Industry chiefs have said the Oil and Gas Authority (OGA) can make a telling contribution to efforts to support the North Sea supply chain.
The OGA does not directly regulate the service sector, though it does intend to promote it as part of a drive to make sure the UK continental shelf’s remaining resources are exploited.
Earlier this week it published a strategy to help the UK supply chain boost its turnover by more than £200billion over the next 20 years.
Bill Cattanach, OGA head of supply chain, said providing “visibility” on upcoming projects was an area in which the organisation could distinguish itself.
“If suppliers know what’s coming in the next five years, they can make decisions on investing in people and technology,” Mr Cattanach said.
Neil Sims, who leads the MER UK supply chain, exports and skills board, said the OGA occupied a “unique space”.
Mr Sims said: “The OGA sits in the centre of everything. We can connect up all the dots.

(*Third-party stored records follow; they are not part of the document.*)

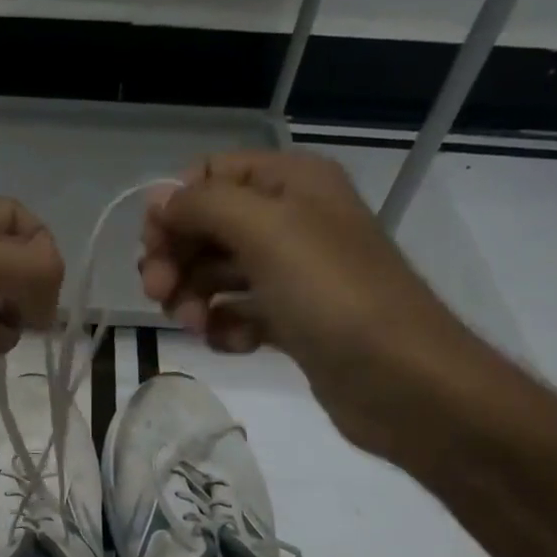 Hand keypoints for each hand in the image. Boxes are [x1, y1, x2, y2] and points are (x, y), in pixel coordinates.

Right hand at [139, 151, 486, 456]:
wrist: (402, 380)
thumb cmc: (332, 294)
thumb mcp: (266, 230)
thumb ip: (203, 205)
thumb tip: (157, 200)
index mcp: (290, 182)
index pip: (209, 175)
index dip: (173, 207)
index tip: (153, 248)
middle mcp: (290, 219)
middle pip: (206, 227)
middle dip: (176, 259)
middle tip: (158, 295)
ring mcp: (291, 272)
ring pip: (215, 273)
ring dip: (194, 298)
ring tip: (198, 326)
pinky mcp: (291, 319)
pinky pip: (238, 313)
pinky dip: (226, 327)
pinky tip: (235, 345)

The links and connectivity would not happen without the OGA being there.”
Mr Sims and Mr Cattanach were speaking at MER UK in Practice at the Aberdeen Exhibition and Conference Centre.
The full-day event was aimed at explaining how the OGA intends to regulate, influence and promote the UK continental shelf to maximise economic recovery (MER).
Mr Sims also said it was unreasonable for the supply chain to expect the decommissioning work to fully make up for the drop in North Sea exploration and production.
He said: “I do not think decommissioning is the answer for the supply chain, I really don’t. If you do think that, then you’re missing the point.
“Decommissioning is part of late life asset management, but it’s not the whole story.”